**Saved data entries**
- - -

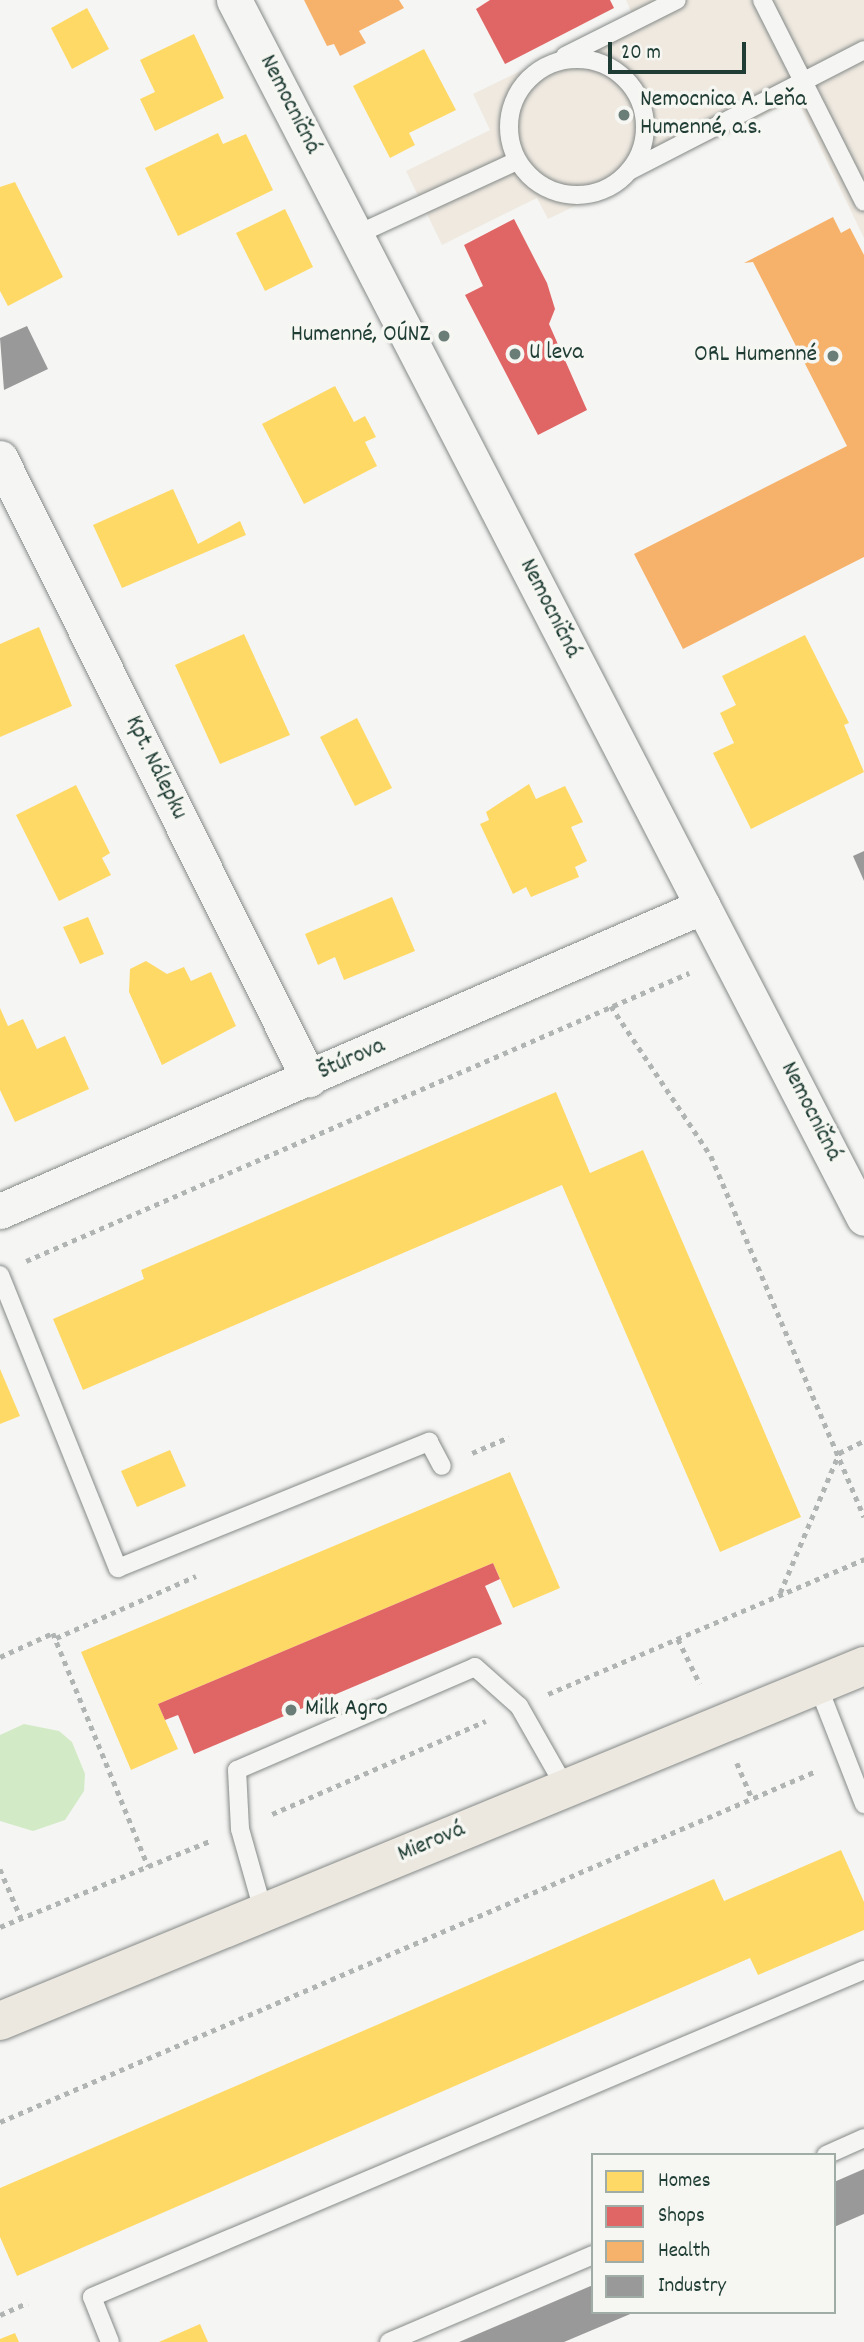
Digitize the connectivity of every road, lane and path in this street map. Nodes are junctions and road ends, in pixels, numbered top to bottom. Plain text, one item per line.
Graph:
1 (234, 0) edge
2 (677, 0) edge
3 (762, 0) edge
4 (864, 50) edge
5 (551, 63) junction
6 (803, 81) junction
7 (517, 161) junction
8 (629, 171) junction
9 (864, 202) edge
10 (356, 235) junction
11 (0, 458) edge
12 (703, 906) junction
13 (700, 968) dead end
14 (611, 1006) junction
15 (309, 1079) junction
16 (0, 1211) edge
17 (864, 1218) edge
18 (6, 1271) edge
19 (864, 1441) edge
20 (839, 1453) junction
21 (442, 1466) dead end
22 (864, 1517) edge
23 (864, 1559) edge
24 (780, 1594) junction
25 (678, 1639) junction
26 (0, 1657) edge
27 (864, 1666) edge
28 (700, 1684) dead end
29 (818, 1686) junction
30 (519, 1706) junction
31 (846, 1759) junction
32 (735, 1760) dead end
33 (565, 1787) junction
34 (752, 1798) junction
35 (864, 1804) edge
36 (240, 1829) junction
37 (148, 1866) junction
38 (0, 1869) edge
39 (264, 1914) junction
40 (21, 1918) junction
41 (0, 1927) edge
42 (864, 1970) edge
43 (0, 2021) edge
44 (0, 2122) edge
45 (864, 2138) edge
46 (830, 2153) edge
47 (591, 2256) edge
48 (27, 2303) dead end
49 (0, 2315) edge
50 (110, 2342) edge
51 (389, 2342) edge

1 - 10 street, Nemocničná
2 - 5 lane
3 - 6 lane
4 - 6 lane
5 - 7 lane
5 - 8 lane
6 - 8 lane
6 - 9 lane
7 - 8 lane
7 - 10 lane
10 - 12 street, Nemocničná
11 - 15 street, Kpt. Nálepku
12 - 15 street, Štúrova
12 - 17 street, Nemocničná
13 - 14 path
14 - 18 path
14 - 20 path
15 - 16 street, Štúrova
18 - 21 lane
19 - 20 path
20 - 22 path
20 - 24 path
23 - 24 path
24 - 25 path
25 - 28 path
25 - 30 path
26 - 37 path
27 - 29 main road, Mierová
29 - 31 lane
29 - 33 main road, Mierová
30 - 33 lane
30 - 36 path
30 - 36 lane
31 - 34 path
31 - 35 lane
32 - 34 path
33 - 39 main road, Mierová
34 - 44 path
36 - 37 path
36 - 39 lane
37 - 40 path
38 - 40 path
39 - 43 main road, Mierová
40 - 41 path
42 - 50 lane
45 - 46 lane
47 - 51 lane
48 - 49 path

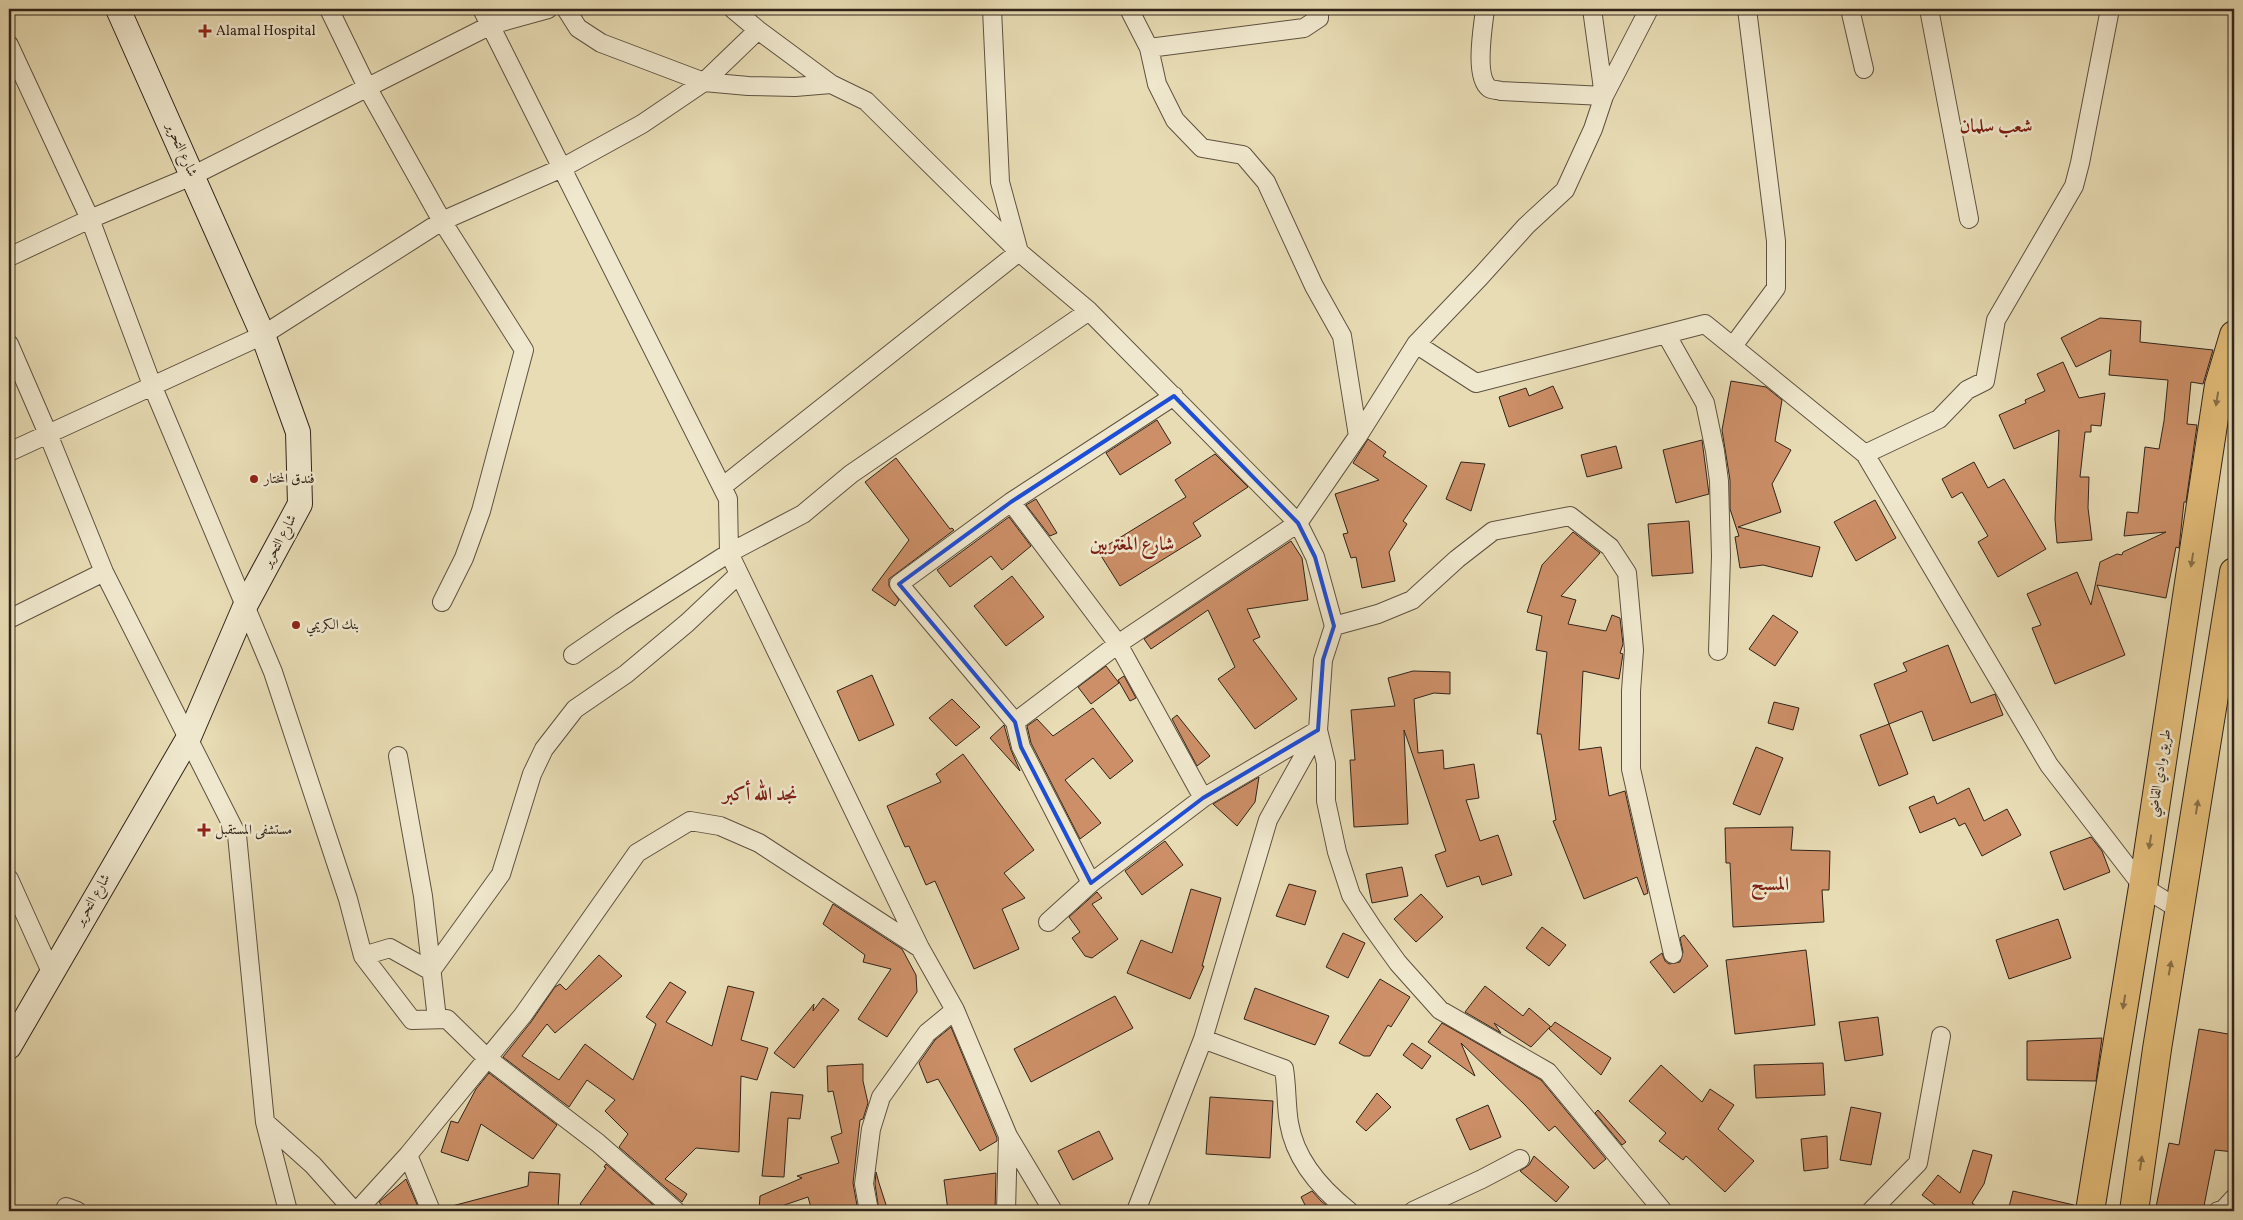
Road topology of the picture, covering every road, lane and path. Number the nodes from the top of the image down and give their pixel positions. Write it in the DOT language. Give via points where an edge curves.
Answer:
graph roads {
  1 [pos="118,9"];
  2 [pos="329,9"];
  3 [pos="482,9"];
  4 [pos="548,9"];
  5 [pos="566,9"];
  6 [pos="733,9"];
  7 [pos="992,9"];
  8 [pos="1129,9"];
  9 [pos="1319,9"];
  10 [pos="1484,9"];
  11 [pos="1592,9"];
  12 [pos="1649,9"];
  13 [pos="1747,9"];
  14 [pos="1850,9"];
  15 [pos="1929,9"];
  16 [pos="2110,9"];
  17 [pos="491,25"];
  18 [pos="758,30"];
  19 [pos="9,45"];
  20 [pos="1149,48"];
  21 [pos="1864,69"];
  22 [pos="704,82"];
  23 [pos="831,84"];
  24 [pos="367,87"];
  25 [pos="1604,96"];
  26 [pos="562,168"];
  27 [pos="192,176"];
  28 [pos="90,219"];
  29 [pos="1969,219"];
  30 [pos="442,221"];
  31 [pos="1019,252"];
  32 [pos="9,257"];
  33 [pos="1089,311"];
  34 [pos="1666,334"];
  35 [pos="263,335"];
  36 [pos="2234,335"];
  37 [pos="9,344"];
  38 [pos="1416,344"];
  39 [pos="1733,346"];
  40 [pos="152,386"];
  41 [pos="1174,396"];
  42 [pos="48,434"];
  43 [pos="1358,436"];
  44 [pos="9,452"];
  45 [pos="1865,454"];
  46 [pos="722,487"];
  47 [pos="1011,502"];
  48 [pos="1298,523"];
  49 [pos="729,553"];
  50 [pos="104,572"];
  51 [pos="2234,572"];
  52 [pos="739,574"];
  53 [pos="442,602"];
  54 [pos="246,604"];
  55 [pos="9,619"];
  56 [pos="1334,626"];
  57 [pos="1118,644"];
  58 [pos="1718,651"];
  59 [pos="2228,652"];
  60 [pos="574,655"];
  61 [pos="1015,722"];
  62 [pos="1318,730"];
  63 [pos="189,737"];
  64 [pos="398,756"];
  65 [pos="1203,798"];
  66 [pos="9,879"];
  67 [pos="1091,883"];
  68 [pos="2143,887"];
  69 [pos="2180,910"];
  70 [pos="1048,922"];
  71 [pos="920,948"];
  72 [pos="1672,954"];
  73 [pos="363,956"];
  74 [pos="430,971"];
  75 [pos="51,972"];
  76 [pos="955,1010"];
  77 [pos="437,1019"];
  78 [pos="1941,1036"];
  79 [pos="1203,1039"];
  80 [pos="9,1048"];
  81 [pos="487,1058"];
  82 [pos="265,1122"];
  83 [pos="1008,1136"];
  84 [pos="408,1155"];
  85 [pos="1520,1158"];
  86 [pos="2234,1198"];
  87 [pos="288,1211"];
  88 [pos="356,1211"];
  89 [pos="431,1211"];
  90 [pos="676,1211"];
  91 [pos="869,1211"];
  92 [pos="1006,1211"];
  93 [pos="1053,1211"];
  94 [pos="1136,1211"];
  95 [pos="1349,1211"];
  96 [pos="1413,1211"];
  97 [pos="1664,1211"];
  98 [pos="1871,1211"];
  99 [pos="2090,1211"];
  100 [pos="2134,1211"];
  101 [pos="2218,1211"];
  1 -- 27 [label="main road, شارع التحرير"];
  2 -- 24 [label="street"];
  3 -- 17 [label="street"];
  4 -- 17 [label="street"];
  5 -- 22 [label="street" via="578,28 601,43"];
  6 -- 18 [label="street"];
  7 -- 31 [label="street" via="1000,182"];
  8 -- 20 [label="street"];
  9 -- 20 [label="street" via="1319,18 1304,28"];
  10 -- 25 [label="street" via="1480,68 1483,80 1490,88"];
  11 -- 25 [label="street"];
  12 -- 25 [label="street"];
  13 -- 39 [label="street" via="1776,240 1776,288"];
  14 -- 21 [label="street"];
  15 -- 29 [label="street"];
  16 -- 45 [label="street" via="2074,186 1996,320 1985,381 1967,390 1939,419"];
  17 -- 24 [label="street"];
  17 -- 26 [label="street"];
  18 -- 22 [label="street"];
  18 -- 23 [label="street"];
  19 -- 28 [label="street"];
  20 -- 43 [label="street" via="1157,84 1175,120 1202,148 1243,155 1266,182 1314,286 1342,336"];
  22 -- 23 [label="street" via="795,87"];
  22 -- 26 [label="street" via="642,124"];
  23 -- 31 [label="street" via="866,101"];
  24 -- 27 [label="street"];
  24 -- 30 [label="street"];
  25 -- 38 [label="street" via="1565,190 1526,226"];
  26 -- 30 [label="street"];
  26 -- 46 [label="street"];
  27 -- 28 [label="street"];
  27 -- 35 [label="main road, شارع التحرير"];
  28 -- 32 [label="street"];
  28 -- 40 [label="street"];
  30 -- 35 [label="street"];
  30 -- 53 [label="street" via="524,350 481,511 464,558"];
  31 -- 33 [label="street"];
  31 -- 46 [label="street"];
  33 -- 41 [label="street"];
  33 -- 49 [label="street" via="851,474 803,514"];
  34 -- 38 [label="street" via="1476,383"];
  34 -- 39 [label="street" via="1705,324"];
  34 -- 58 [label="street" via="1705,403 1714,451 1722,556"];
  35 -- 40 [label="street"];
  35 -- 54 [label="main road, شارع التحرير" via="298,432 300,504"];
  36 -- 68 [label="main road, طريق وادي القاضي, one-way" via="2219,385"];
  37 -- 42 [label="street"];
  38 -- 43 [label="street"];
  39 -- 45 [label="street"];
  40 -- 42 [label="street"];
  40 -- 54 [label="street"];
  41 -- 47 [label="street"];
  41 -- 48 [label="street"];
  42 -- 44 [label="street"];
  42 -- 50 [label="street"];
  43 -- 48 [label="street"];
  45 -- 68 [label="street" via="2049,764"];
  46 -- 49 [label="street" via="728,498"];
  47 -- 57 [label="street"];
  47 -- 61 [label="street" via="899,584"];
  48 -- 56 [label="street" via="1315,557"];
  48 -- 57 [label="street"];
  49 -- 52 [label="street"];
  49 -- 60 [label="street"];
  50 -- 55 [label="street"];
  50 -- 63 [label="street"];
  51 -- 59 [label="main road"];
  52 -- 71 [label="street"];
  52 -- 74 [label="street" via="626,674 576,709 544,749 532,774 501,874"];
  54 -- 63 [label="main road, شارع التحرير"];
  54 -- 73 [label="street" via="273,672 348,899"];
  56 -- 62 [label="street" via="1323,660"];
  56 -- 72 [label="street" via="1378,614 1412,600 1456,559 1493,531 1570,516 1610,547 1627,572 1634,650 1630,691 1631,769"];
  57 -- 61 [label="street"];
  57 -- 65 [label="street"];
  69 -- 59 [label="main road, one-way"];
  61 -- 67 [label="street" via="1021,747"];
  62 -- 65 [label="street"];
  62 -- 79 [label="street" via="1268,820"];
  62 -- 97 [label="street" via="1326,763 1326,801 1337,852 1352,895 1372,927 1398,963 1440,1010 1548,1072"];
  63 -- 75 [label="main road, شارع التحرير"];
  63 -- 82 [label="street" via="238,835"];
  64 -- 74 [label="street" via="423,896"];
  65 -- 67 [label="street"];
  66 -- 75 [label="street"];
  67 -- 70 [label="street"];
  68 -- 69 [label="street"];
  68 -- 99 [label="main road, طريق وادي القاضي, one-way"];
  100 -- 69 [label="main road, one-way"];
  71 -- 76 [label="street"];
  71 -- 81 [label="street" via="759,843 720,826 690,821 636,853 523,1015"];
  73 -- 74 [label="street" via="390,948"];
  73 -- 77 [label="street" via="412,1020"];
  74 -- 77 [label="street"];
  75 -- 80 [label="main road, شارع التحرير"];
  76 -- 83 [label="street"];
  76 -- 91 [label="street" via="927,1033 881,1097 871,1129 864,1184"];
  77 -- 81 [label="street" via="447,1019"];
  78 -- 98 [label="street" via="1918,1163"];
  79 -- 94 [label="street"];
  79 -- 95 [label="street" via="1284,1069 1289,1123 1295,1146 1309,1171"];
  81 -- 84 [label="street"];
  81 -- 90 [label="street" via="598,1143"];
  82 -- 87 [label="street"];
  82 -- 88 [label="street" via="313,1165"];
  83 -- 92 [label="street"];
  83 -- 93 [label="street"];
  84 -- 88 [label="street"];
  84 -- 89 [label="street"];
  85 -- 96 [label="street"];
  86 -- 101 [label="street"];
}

- - -

**Your task**
Track down every line in the entries that includes the string "Štúrova", and copy it.

**Answer section**
12 - 15 street, Štúrova
15 - 16 street, Štúrova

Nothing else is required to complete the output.